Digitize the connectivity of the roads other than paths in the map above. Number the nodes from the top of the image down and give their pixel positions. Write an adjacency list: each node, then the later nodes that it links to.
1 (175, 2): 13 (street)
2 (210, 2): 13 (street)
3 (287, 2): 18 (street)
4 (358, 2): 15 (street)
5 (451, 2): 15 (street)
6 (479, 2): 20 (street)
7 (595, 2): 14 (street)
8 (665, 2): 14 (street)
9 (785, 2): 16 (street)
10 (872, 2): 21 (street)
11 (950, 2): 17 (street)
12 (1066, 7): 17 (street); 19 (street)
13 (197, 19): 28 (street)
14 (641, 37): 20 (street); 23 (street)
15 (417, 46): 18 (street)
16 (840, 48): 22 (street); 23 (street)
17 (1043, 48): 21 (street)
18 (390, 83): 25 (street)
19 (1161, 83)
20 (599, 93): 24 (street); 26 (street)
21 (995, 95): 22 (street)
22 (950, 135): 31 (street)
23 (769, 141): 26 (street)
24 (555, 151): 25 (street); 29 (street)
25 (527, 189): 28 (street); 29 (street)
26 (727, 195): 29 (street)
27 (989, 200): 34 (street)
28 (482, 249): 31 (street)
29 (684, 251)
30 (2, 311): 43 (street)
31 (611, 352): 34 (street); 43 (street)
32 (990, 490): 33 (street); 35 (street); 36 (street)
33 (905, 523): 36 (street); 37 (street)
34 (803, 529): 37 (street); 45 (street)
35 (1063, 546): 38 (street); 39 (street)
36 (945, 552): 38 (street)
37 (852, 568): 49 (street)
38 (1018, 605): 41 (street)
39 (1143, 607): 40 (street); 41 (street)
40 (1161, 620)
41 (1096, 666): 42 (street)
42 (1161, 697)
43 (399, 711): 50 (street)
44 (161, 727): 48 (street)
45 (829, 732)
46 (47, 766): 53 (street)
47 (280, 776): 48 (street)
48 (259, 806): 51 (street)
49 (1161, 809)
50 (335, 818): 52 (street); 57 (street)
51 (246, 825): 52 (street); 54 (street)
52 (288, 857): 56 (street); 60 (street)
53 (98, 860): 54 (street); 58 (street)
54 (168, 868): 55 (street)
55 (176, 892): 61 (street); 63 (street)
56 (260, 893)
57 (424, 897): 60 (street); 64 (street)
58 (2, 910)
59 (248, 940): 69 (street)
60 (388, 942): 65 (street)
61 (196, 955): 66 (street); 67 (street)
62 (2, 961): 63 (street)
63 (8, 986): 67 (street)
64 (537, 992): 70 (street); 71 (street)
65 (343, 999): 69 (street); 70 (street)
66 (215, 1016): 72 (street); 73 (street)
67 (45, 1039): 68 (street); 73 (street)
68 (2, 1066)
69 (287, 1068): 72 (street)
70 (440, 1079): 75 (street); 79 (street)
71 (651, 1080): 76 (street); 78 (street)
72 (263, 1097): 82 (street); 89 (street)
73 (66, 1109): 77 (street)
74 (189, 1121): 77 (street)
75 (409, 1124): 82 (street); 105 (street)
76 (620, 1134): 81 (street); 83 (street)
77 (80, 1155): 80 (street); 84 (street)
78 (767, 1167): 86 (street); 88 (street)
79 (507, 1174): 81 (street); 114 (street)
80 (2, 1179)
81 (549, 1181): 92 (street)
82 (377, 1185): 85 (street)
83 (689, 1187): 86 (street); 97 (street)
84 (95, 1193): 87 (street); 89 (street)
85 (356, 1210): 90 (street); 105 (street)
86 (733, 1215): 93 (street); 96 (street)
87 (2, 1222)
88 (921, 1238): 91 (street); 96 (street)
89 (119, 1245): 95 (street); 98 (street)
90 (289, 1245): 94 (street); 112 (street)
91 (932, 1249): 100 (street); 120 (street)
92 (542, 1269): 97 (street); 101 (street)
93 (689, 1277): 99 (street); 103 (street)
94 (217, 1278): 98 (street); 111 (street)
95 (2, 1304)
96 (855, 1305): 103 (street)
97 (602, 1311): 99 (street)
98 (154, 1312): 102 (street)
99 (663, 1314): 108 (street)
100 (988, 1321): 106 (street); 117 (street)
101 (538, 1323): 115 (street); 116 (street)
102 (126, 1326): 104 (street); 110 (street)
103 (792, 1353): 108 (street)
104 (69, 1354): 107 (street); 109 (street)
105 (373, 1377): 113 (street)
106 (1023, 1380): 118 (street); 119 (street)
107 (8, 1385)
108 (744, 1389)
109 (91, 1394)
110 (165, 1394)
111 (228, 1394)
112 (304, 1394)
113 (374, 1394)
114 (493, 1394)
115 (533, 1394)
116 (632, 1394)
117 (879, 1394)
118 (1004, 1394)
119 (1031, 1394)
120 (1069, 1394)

> Problem to solve:
Retype each record. Keep every character as it is.

> Result of the task:
Digitize the connectivity of the roads other than paths in the map above. Number the nodes from the top of the image down and give their pixel positions. Write an adjacency list: each node, then the later nodes that it links to.
1 (175, 2): 13 (street)
2 (210, 2): 13 (street)
3 (287, 2): 18 (street)
4 (358, 2): 15 (street)
5 (451, 2): 15 (street)
6 (479, 2): 20 (street)
7 (595, 2): 14 (street)
8 (665, 2): 14 (street)
9 (785, 2): 16 (street)
10 (872, 2): 21 (street)
11 (950, 2): 17 (street)
12 (1066, 7): 17 (street); 19 (street)
13 (197, 19): 28 (street)
14 (641, 37): 20 (street); 23 (street)
15 (417, 46): 18 (street)
16 (840, 48): 22 (street); 23 (street)
17 (1043, 48): 21 (street)
18 (390, 83): 25 (street)
19 (1161, 83)
20 (599, 93): 24 (street); 26 (street)
21 (995, 95): 22 (street)
22 (950, 135): 31 (street)
23 (769, 141): 26 (street)
24 (555, 151): 25 (street); 29 (street)
25 (527, 189): 28 (street); 29 (street)
26 (727, 195): 29 (street)
27 (989, 200): 34 (street)
28 (482, 249): 31 (street)
29 (684, 251)
30 (2, 311): 43 (street)
31 (611, 352): 34 (street); 43 (street)
32 (990, 490): 33 (street); 35 (street); 36 (street)
33 (905, 523): 36 (street); 37 (street)
34 (803, 529): 37 (street); 45 (street)
35 (1063, 546): 38 (street); 39 (street)
36 (945, 552): 38 (street)
37 (852, 568): 49 (street)
38 (1018, 605): 41 (street)
39 (1143, 607): 40 (street); 41 (street)
40 (1161, 620)
41 (1096, 666): 42 (street)
42 (1161, 697)
43 (399, 711): 50 (street)
44 (161, 727): 48 (street)
45 (829, 732)
46 (47, 766): 53 (street)
47 (280, 776): 48 (street)
48 (259, 806): 51 (street)
49 (1161, 809)
50 (335, 818): 52 (street); 57 (street)
51 (246, 825): 52 (street); 54 (street)
52 (288, 857): 56 (street); 60 (street)
53 (98, 860): 54 (street); 58 (street)
54 (168, 868): 55 (street)
55 (176, 892): 61 (street); 63 (street)
56 (260, 893)
57 (424, 897): 60 (street); 64 (street)
58 (2, 910)
59 (248, 940): 69 (street)
60 (388, 942): 65 (street)
61 (196, 955): 66 (street); 67 (street)
62 (2, 961): 63 (street)
63 (8, 986): 67 (street)
64 (537, 992): 70 (street); 71 (street)
65 (343, 999): 69 (street); 70 (street)
66 (215, 1016): 72 (street); 73 (street)
67 (45, 1039): 68 (street); 73 (street)
68 (2, 1066)
69 (287, 1068): 72 (street)
70 (440, 1079): 75 (street); 79 (street)
71 (651, 1080): 76 (street); 78 (street)
72 (263, 1097): 82 (street); 89 (street)
73 (66, 1109): 77 (street)
74 (189, 1121): 77 (street)
75 (409, 1124): 82 (street); 105 (street)
76 (620, 1134): 81 (street); 83 (street)
77 (80, 1155): 80 (street); 84 (street)
78 (767, 1167): 86 (street); 88 (street)
79 (507, 1174): 81 (street); 114 (street)
80 (2, 1179)
81 (549, 1181): 92 (street)
82 (377, 1185): 85 (street)
83 (689, 1187): 86 (street); 97 (street)
84 (95, 1193): 87 (street); 89 (street)
85 (356, 1210): 90 (street); 105 (street)
86 (733, 1215): 93 (street); 96 (street)
87 (2, 1222)
88 (921, 1238): 91 (street); 96 (street)
89 (119, 1245): 95 (street); 98 (street)
90 (289, 1245): 94 (street); 112 (street)
91 (932, 1249): 100 (street); 120 (street)
92 (542, 1269): 97 (street); 101 (street)
93 (689, 1277): 99 (street); 103 (street)
94 (217, 1278): 98 (street); 111 (street)
95 (2, 1304)
96 (855, 1305): 103 (street)
97 (602, 1311): 99 (street)
98 (154, 1312): 102 (street)
99 (663, 1314): 108 (street)
100 (988, 1321): 106 (street); 117 (street)
101 (538, 1323): 115 (street); 116 (street)
102 (126, 1326): 104 (street); 110 (street)
103 (792, 1353): 108 (street)
104 (69, 1354): 107 (street); 109 (street)
105 (373, 1377): 113 (street)
106 (1023, 1380): 118 (street); 119 (street)
107 (8, 1385)
108 (744, 1389)
109 (91, 1394)
110 (165, 1394)
111 (228, 1394)
112 (304, 1394)
113 (374, 1394)
114 (493, 1394)
115 (533, 1394)
116 (632, 1394)
117 (879, 1394)
118 (1004, 1394)
119 (1031, 1394)
120 (1069, 1394)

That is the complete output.